I have a function $f:\mathbb{R}\times\mathbb{R}\to\mathbb{R}$ which is $L$-Lipschitz (over the Manhattan distance). Is $\max_y f(x,y)$ still Lipschitz? In my opinion, it is true, and I can prove it, but I'm not sure whether the proof is correct or not, because to me seems too easy.

$$ |\max_{y_1} f(x_1,y_1) - \max_{y_2} f(x_2,y_2) | =|\max_{y_1} f(x_1,y_1) - \max_{y_2}\bigl(f(x_1,y_2) - f(x_1,y_2) + f(x_2,y_2)\bigr) | $$

$$ \leq| \max_{y_1} f(x_1,y_1) - \max_{y_2} f(x_1,y_2) + L |x_1 - x_2| | = L|x_1 - x_2|$$

Answer 1

(1) Define $f_y : \mathbb{R}\rightarrow \mathbb{R}$ by $f_y(x)=f(x,y)$. Hence $$|f_y(x)-f_y(z)|=|f(x,y)-f(z,y)|\leq L |x-z|$$ so that each $f_y$ is $L$-Lipschitz.

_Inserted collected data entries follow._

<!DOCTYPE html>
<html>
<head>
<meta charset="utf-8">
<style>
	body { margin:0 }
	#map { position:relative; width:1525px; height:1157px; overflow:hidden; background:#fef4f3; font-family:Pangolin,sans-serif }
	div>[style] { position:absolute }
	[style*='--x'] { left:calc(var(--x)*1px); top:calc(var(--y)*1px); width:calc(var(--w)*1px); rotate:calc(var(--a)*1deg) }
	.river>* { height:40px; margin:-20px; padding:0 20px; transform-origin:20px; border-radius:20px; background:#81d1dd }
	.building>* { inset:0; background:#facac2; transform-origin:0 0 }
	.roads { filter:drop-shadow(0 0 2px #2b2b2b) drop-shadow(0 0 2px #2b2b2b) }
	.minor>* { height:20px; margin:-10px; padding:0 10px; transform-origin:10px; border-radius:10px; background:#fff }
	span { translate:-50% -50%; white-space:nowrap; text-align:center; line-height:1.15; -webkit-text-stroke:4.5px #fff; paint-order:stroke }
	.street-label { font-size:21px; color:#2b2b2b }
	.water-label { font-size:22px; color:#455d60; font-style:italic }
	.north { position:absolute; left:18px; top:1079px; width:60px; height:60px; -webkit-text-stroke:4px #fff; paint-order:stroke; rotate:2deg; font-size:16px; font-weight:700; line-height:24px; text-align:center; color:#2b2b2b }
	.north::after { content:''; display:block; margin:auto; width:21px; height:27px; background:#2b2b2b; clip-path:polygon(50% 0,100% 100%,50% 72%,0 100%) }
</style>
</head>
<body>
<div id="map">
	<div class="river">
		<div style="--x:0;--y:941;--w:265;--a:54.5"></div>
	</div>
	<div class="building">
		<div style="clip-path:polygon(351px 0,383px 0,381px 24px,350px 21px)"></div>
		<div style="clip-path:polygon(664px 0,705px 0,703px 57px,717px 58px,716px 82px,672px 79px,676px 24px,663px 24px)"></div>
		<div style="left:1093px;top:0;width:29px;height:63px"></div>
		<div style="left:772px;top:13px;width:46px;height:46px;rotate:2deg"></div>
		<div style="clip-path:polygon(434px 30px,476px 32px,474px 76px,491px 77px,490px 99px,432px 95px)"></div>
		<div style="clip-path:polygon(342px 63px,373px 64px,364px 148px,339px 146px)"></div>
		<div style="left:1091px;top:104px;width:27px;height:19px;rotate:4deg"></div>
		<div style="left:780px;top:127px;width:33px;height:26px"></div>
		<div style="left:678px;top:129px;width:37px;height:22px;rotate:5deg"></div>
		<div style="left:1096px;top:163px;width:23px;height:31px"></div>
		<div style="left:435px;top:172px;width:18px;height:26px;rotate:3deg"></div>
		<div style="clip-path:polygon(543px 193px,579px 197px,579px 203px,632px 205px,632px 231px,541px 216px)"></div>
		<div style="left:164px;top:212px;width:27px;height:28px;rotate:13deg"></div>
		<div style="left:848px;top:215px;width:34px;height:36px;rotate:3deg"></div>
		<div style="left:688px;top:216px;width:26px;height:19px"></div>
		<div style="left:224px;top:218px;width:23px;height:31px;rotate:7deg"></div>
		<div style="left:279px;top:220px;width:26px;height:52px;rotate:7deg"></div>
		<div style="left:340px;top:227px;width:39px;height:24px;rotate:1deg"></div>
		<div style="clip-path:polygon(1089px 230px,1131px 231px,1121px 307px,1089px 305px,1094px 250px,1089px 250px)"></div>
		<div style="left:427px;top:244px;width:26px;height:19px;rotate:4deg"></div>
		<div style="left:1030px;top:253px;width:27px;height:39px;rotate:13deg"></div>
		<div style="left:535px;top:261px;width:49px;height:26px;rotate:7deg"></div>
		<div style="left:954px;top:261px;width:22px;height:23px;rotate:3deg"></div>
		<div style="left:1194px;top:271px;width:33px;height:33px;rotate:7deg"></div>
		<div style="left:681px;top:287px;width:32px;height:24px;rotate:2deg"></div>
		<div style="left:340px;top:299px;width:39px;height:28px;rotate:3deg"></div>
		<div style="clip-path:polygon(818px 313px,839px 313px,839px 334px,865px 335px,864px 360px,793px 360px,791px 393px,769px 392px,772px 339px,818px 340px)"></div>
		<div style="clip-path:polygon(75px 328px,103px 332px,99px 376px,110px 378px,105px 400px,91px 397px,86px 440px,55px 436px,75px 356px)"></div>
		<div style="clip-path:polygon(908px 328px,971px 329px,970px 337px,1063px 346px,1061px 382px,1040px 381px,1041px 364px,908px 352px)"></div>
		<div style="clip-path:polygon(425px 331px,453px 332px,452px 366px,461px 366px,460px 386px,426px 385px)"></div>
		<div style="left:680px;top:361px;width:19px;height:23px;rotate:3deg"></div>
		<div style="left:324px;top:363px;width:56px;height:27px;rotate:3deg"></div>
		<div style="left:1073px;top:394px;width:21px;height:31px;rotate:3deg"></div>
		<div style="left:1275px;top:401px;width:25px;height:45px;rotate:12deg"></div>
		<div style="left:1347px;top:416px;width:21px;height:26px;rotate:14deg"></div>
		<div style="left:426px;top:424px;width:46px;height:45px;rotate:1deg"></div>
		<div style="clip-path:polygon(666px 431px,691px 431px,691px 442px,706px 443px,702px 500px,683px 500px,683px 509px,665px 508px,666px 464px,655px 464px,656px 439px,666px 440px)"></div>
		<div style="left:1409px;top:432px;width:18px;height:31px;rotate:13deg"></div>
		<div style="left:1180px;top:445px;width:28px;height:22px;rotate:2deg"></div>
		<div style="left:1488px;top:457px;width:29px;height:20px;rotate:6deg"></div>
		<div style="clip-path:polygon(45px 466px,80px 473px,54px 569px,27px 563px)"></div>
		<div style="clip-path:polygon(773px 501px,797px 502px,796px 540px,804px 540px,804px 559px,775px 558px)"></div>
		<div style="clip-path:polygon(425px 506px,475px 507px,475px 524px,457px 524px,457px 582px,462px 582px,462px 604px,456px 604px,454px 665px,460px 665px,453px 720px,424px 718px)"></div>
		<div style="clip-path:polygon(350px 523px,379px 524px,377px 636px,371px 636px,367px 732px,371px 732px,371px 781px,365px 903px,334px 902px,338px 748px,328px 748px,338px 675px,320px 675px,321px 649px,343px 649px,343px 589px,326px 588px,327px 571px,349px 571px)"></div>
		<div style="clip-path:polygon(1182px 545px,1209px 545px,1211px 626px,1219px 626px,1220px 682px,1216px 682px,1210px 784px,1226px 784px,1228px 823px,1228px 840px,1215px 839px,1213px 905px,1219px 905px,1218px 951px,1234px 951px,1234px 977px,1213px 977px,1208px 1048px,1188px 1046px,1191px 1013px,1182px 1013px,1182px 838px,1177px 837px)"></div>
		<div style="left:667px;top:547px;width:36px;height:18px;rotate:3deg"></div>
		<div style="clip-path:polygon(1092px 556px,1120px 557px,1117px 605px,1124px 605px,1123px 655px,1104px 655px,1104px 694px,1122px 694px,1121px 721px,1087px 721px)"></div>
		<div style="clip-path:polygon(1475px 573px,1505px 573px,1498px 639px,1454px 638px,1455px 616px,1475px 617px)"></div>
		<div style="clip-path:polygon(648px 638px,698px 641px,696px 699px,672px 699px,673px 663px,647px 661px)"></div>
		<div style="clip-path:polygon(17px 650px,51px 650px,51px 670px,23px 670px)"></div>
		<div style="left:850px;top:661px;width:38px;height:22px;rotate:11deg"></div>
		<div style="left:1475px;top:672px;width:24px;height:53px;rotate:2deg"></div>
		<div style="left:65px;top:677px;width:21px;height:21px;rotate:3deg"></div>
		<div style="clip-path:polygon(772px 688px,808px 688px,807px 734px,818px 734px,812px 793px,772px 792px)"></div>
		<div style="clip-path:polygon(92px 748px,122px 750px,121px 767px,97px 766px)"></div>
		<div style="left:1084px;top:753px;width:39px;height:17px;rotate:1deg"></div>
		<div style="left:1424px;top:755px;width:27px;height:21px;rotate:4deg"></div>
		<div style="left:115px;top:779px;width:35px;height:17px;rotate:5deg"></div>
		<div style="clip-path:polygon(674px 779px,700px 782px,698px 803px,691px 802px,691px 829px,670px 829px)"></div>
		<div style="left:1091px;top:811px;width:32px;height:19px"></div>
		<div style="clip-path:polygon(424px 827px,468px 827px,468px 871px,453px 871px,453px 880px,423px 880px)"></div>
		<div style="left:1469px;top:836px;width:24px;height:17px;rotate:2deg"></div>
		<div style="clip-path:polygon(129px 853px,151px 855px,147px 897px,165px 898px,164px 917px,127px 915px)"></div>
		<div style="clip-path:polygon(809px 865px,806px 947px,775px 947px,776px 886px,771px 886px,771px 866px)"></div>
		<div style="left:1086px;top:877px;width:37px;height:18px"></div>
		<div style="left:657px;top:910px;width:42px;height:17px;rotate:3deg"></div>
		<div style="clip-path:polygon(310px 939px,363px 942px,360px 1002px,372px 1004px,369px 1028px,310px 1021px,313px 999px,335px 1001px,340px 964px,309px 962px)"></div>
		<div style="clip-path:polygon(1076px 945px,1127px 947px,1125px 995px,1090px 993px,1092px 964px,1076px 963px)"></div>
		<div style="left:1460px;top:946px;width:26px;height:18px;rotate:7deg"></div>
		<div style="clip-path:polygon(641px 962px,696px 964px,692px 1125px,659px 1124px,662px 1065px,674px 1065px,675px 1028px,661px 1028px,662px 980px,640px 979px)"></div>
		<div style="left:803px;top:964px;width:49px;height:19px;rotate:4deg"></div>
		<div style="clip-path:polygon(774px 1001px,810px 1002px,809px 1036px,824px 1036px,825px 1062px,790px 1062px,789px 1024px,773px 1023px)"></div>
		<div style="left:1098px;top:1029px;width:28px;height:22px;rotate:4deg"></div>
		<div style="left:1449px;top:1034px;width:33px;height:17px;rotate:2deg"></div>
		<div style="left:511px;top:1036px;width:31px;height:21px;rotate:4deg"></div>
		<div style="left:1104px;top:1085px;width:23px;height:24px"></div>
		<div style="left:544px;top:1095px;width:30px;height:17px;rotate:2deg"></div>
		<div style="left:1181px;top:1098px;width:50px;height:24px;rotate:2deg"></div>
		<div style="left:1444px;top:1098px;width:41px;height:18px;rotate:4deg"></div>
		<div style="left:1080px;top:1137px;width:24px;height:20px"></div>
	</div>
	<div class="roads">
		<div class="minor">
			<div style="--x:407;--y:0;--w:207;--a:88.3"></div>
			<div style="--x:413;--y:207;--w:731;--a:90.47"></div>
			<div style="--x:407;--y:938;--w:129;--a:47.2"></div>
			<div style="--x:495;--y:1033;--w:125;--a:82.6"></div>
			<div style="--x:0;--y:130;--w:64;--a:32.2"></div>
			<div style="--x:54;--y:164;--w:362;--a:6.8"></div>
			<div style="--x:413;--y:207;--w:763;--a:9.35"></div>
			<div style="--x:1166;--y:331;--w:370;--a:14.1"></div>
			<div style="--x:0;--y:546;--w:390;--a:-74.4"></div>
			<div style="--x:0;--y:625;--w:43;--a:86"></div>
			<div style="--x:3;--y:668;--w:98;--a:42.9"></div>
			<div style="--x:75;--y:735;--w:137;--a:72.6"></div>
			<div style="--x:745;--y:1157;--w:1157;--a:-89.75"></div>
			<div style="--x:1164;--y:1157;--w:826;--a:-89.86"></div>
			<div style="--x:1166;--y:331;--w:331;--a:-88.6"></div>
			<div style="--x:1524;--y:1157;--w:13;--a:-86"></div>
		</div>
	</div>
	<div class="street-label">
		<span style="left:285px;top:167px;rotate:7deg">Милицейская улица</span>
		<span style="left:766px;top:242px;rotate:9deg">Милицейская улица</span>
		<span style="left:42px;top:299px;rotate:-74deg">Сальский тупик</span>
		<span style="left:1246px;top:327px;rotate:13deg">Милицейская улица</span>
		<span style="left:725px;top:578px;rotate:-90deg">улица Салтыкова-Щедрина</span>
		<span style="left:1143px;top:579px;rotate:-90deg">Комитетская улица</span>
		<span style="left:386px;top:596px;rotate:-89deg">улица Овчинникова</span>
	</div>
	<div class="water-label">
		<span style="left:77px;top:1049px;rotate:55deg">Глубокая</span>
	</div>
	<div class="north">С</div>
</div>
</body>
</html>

(2) Note that $F(x):=\max_y\ f(x,y)$ is a supremum of $f_y$.

(3) Hence if $F(x)>F(z)$, then $$F(x)-F(z)\leq F(x) - f_y(z)$$ where $|F(x)-f_y(x)| <\varepsilon$. That is, $$ F(x)-F(z) \leq \varepsilon + |f_y(x)-f_y(z)| \leq \varepsilon + L|x-z|$$

Answer 2

I think the problem is already solved by this link. However, I think your proof is correct with minor modification.
Define $F(x):=\max_y f(x,y)$, then we have:
$$ \begin{align} |F(x)-F(z)| &= \max\left\{ \max_{y_1}f(x,y_1) - \max_{y_2}f(z,y_2), \quad\max_{y_2}f(z,y_2)-\max_{y_1}f(x,y_1) \right\}\\ &= \max\left\{ \max_{y_1}\left\{f(x,y_1)+f(z,y_1)-f(z,y_1)\right\} - \max_{y_2}f(z,y_2),\right.\\ & \qquad\qquad \left. \max_{y_2}\left\{f(z,y_2)+f(x,y_2)-f(x,y_2)\right\}-\max_{y_1}f(x,y_1) \right\}\\ &\leq \max\left\{ \max_{y_1}\left\{f(x,y_1)-f(z,y_1)\right\} +\max_{y_1}f(z,y_1) - \max_{y_2}f(z,y_2),\right.\\ & \qquad\qquad \left. \max_{y_2}\left\{f(z,y_2)-f(x,y_2)\right\} +\max_{y_2}f(x,y_2) -\max_{y_1}f(x,y_1) \right\}\\ &\leq L\cdot d(x,z) \end{align} $$ The first equality converts absolute value to a $\max$ operator, the first inequality is due to that separate maximum of two function is larger than the maximum of their sum.